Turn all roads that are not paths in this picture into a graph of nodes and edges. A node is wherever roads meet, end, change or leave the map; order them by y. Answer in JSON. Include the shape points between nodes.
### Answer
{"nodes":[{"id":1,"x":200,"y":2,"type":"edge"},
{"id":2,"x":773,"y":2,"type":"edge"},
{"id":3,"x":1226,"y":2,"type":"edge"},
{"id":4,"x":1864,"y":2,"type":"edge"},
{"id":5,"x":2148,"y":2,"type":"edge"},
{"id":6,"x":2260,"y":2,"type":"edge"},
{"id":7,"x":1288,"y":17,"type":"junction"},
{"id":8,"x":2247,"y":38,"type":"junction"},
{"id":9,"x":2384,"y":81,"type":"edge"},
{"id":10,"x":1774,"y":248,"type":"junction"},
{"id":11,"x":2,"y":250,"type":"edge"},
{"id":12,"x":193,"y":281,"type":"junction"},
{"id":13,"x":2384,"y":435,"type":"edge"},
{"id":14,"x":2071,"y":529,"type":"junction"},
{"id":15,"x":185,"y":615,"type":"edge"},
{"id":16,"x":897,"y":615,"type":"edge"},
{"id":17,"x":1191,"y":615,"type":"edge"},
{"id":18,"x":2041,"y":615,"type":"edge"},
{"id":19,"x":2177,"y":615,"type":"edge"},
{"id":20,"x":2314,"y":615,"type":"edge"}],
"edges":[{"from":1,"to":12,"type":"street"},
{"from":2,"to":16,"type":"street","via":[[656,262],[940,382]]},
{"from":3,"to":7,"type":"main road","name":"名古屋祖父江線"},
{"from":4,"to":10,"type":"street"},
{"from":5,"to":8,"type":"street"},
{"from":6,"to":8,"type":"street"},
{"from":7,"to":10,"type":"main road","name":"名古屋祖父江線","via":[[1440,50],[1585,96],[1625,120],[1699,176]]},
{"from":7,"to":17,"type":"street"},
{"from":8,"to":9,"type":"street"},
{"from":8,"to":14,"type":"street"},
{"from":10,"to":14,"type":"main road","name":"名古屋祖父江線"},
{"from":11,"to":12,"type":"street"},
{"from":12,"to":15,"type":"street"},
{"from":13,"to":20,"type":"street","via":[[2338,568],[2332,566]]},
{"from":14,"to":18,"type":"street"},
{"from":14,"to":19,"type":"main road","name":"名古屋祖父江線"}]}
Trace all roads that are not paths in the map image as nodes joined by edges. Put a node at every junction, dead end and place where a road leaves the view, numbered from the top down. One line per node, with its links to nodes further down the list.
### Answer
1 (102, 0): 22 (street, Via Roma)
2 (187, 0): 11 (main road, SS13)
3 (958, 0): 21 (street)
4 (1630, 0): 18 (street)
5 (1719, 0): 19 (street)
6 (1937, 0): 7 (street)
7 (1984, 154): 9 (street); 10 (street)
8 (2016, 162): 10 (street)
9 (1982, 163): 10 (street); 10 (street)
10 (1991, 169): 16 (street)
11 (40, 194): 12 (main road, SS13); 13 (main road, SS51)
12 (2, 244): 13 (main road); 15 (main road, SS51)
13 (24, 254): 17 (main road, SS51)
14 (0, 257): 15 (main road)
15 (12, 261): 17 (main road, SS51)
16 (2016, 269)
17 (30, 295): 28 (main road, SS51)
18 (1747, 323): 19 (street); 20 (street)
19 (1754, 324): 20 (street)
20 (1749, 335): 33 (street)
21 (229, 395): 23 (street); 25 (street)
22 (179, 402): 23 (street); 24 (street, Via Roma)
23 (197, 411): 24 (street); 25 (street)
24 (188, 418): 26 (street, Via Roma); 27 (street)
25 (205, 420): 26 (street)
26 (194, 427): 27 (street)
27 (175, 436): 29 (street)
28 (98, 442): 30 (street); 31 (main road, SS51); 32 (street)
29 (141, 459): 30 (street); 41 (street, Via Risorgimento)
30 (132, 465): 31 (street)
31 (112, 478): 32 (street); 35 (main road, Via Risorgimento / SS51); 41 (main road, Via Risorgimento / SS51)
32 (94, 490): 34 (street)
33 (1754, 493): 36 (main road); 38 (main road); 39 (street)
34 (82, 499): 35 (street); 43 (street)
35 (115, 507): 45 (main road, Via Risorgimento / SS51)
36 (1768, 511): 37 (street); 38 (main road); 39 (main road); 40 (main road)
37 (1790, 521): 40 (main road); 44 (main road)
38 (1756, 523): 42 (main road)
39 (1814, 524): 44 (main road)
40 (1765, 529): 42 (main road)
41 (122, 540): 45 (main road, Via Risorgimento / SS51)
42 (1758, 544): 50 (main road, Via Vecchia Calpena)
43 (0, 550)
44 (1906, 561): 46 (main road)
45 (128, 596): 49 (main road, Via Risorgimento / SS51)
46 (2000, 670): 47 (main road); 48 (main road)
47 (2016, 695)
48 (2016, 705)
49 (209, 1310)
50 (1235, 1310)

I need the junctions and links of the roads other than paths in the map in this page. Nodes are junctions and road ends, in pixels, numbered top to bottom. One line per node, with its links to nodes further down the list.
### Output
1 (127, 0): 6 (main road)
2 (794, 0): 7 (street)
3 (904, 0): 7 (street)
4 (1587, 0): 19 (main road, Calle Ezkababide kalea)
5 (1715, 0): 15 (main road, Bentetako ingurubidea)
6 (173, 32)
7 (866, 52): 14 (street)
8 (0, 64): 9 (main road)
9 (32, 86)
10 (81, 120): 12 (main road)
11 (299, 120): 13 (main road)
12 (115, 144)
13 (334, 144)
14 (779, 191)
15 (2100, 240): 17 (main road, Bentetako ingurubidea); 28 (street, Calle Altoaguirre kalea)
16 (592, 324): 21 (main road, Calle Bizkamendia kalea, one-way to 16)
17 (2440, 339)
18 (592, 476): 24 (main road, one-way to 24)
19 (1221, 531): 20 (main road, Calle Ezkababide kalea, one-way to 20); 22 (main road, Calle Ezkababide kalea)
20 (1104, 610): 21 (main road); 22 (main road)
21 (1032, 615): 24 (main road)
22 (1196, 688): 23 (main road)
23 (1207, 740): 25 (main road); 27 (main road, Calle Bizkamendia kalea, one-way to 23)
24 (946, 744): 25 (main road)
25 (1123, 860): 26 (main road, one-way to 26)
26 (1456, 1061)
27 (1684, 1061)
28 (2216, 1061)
########################################
| DIRECTIONS FOR THIS TASK |
All of the data above should be duplicated exactly.

| TASK RESULT |
Turn all roads that are not paths in this picture into a graph of nodes and edges. A node is wherever roads meet, end, change or leave the map; order them by y. Answer in JSON. Include the shape points between nodes.
### Answer
{"nodes":[{"id":1,"x":200,"y":2,"type":"edge"},
{"id":2,"x":773,"y":2,"type":"edge"},
{"id":3,"x":1226,"y":2,"type":"edge"},
{"id":4,"x":1864,"y":2,"type":"edge"},
{"id":5,"x":2148,"y":2,"type":"edge"},
{"id":6,"x":2260,"y":2,"type":"edge"},
{"id":7,"x":1288,"y":17,"type":"junction"},
{"id":8,"x":2247,"y":38,"type":"junction"},
{"id":9,"x":2384,"y":81,"type":"edge"},
{"id":10,"x":1774,"y":248,"type":"junction"},
{"id":11,"x":2,"y":250,"type":"edge"},
{"id":12,"x":193,"y":281,"type":"junction"},
{"id":13,"x":2384,"y":435,"type":"edge"},
{"id":14,"x":2071,"y":529,"type":"junction"},
{"id":15,"x":185,"y":615,"type":"edge"},
{"id":16,"x":897,"y":615,"type":"edge"},
{"id":17,"x":1191,"y":615,"type":"edge"},
{"id":18,"x":2041,"y":615,"type":"edge"},
{"id":19,"x":2177,"y":615,"type":"edge"},
{"id":20,"x":2314,"y":615,"type":"edge"}],
"edges":[{"from":1,"to":12,"type":"street"},
{"from":2,"to":16,"type":"street","via":[[656,262],[940,382]]},
{"from":3,"to":7,"type":"main road","name":"名古屋祖父江線"},
{"from":4,"to":10,"type":"street"},
{"from":5,"to":8,"type":"street"},
{"from":6,"to":8,"type":"street"},
{"from":7,"to":10,"type":"main road","name":"名古屋祖父江線","via":[[1440,50],[1585,96],[1625,120],[1699,176]]},
{"from":7,"to":17,"type":"street"},
{"from":8,"to":9,"type":"street"},
{"from":8,"to":14,"type":"street"},
{"from":10,"to":14,"type":"main road","name":"名古屋祖父江線"},
{"from":11,"to":12,"type":"street"},
{"from":12,"to":15,"type":"street"},
{"from":13,"to":20,"type":"street","via":[[2338,568],[2332,566]]},
{"from":14,"to":18,"type":"street"},
{"from":14,"to":19,"type":"main road","name":"名古屋祖父江線"}]}
Trace all roads that are not paths in the map image as nodes joined by edges. Put a node at every junction, dead end and place where a road leaves the view, numbered from the top down. One line per node, with its links to nodes further down the list.
### Answer
1 (102, 0): 22 (street, Via Roma)
2 (187, 0): 11 (main road, SS13)
3 (958, 0): 21 (street)
4 (1630, 0): 18 (street)
5 (1719, 0): 19 (street)
6 (1937, 0): 7 (street)
7 (1984, 154): 9 (street); 10 (street)
8 (2016, 162): 10 (street)
9 (1982, 163): 10 (street); 10 (street)
10 (1991, 169): 16 (street)
11 (40, 194): 12 (main road, SS13); 13 (main road, SS51)
12 (2, 244): 13 (main road); 15 (main road, SS51)
13 (24, 254): 17 (main road, SS51)
14 (0, 257): 15 (main road)
15 (12, 261): 17 (main road, SS51)
16 (2016, 269)
17 (30, 295): 28 (main road, SS51)
18 (1747, 323): 19 (street); 20 (street)
19 (1754, 324): 20 (street)
20 (1749, 335): 33 (street)
21 (229, 395): 23 (street); 25 (street)
22 (179, 402): 23 (street); 24 (street, Via Roma)
23 (197, 411): 24 (street); 25 (street)
24 (188, 418): 26 (street, Via Roma); 27 (street)
25 (205, 420): 26 (street)
26 (194, 427): 27 (street)
27 (175, 436): 29 (street)
28 (98, 442): 30 (street); 31 (main road, SS51); 32 (street)
29 (141, 459): 30 (street); 41 (street, Via Risorgimento)
30 (132, 465): 31 (street)
31 (112, 478): 32 (street); 35 (main road, Via Risorgimento / SS51); 41 (main road, Via Risorgimento / SS51)
32 (94, 490): 34 (street)
33 (1754, 493): 36 (main road); 38 (main road); 39 (street)
34 (82, 499): 35 (street); 43 (street)
35 (115, 507): 45 (main road, Via Risorgimento / SS51)
36 (1768, 511): 37 (street); 38 (main road); 39 (main road); 40 (main road)
37 (1790, 521): 40 (main road); 44 (main road)
38 (1756, 523): 42 (main road)
39 (1814, 524): 44 (main road)
40 (1765, 529): 42 (main road)
41 (122, 540): 45 (main road, Via Risorgimento / SS51)
42 (1758, 544): 50 (main road, Via Vecchia Calpena)
43 (0, 550)
44 (1906, 561): 46 (main road)
45 (128, 596): 49 (main road, Via Risorgimento / SS51)
46 (2000, 670): 47 (main road); 48 (main road)
47 (2016, 695)
48 (2016, 705)
49 (209, 1310)
50 (1235, 1310)

I need the junctions and links of the roads other than paths in the map in this page. Nodes are junctions and road ends, in pixels, numbered top to bottom. One line per node, with its links to nodes further down the list.
### Output
1 (127, 0): 6 (main road)
2 (794, 0): 7 (street)
3 (904, 0): 7 (street)
4 (1587, 0): 19 (main road, Calle Ezkababide kalea)
5 (1715, 0): 15 (main road, Bentetako ingurubidea)
6 (173, 32)
7 (866, 52): 14 (street)
8 (0, 64): 9 (main road)
9 (32, 86)
10 (81, 120): 12 (main road)
11 (299, 120): 13 (main road)
12 (115, 144)
13 (334, 144)
14 (779, 191)
15 (2100, 240): 17 (main road, Bentetako ingurubidea); 28 (street, Calle Altoaguirre kalea)
16 (592, 324): 21 (main road, Calle Bizkamendia kalea, one-way to 16)
17 (2440, 339)
18 (592, 476): 24 (main road, one-way to 24)
19 (1221, 531): 20 (main road, Calle Ezkababide kalea, one-way to 20); 22 (main road, Calle Ezkababide kalea)
20 (1104, 610): 21 (main road); 22 (main road)
21 (1032, 615): 24 (main road)
22 (1196, 688): 23 (main road)
23 (1207, 740): 25 (main road); 27 (main road, Calle Bizkamendia kalea, one-way to 23)
24 (946, 744): 25 (main road)
25 (1123, 860): 26 (main road, one-way to 26)
26 (1456, 1061)
27 (1684, 1061)
28 (2216, 1061)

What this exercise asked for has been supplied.